Einkaufaktuell (branded as EINKAUFAKTUELL) was a German unaddressed direct mail advertising service operated by Deutsche Post. The advertising mail was distributed weekly in certain delivery areas in Germany to all households that were not advertising objectors.

Delivery was usually done on Saturdays, exceptionally also on Fridays. The carrier medium for the advertising product was a TV program guide containing the current TV program for the following week, for selected TV stations that were mainly financed by advertising. Furthermore, the circular contained regional and national insert and advertisement advertising. The unaddressed mail had been distributed since autumn 2002. Distribution of the advertising mailing was discontinued on April 1, 2024.

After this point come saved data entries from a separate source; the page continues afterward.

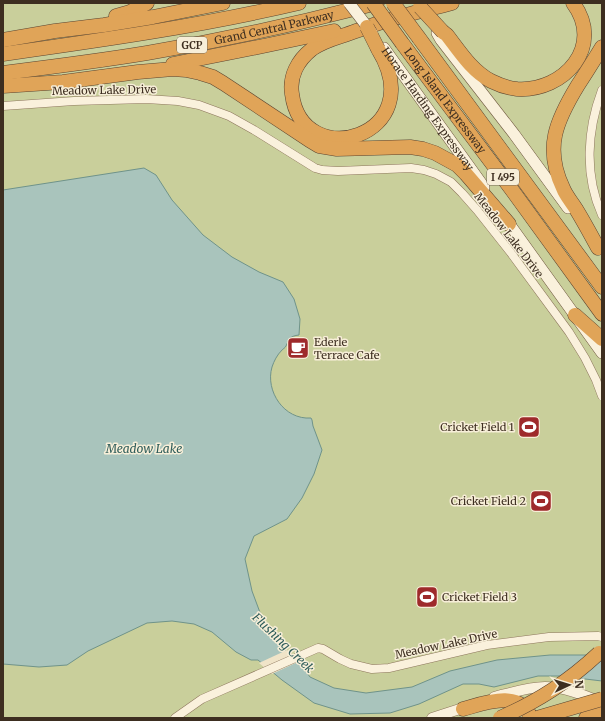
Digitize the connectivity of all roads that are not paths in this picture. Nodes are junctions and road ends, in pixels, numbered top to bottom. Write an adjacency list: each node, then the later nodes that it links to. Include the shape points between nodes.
1 (147, 3): 13 (highway, via 122,15)
2 (223, 3): 13 (highway, via 153,17)
3 (299, 3): 18 (highway, Grand Central Parkway / GCP, via 174,29)
4 (349, 3): 12 (main road, bridge)
5 (373, 3): 31 (highway, Long Island Expressway / I 495, bridge)
6 (377, 3): 20 (highway, Grand Central Parkway / GCP, via 193,45)
7 (393, 3): 24 (highway, Long Island Expressway / I 495, bridge)
8 (452, 3): 11 (highway)
9 (573, 3): 14 (highway, via 584,30 581,52 564,75 548,84 532,88 516,89 500,85 485,77 470,64 447,35)
10 (419, 5): 14 (highway, bridge)
11 (384, 21): 17 (highway, via 325,41 311,50 297,65 292,78 292,97 306,125 322,135 339,138 363,134 379,121 389,104 391,84); 19 (highway)
12 (367, 27): 17 (highway, bridge)
13 (55, 31): 15 (highway)
14 (440, 33): 27 (main road, via 441,40)
15 (3, 40)
16 (602, 47): 27 (highway, via 564,109 554,139 556,169 563,190)
17 (381, 48): 26 (main road, Horace Harding Expressway, via 483,184)
18 (3, 54)
19 (138, 72): 21 (highway); 26 (highway, via 180,70 207,74 319,146 345,150 410,147 436,153 457,165)
20 (3, 73)
21 (3, 86)
22 (602, 90): 25 (street, via 593,120 590,143 592,186)
23 (3, 106): 34 (street, Meadow Lake Drive, via 138,99 178,101 199,105 229,116 322,170 411,168 436,174 451,182 462,193 511,253 585,358)
24 (524, 181): 28 (highway, via 564,222); 29 (highway, Long Island Expressway / I 495)
25 (602, 215)
26 (509, 224): 30 (main road, Horace Harding Expressway)
27 (600, 250)
28 (602, 273)
29 (602, 287)
30 (575, 314): 32 (highway); 33 (main road, Horace Harding Expressway)
31 (602, 314)
32 (602, 339)
33 (602, 353)
34 (602, 396)
35 (602, 637): 41 (street, Meadow Lake Drive, via 550,637 487,645 389,668 372,669 352,664 318,648 202,698)
36 (602, 650): 43 (highway, bridge, via 552,691)
37 (602, 699): 45 (highway, bridge)
38 (602, 702): 39 (street, via 573,692 544,687 510,693)
39 (463, 708): 42 (street); 44 (highway, via 507,700 523,706)
40 (602, 713): 46 (highway)
41 (174, 718)
42 (432, 718)
43 (500, 718)
44 (531, 718)
45 (537, 718)
46 (586, 718)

==Circulation and distribution area==
The carrier medium is currently printed in a run of around 20 million copies by various print shops, including the Svoboda Press print shop in Prague. Einkaufaktuell is currently (as of August 2010) distributed in 27 different editions in larger cities or metropolitan areas. The distribution takes place in a Polyethylene wrapping. Due to the bundling with advertising brochures, Einkaufaktuell is considered an advertising mail and may not be placed in mailboxes marked "no advertising" ("keine Werbung").

==Environmental impact==
The Polyethylene packaging weighs 2.3 grams per issue (trial measurement 04/2008); this means that with a print run of 17.6 million pieces, the foil wrapping accounts for a total packaging weight of 40.4 tons per issue. The paper used for each issue (individual weight 3.3 grams) of over 58 tons does not yet include the regionally enclosed advertising supplements. Due to the fact that many households do not separate their advertising mailings into paper and outer packaging, the environmental impact is much higher. The issues of the carrier medium published since March 1, 2008 bear the "Blue Angel" eco-label, as they are made of 100% waste paper.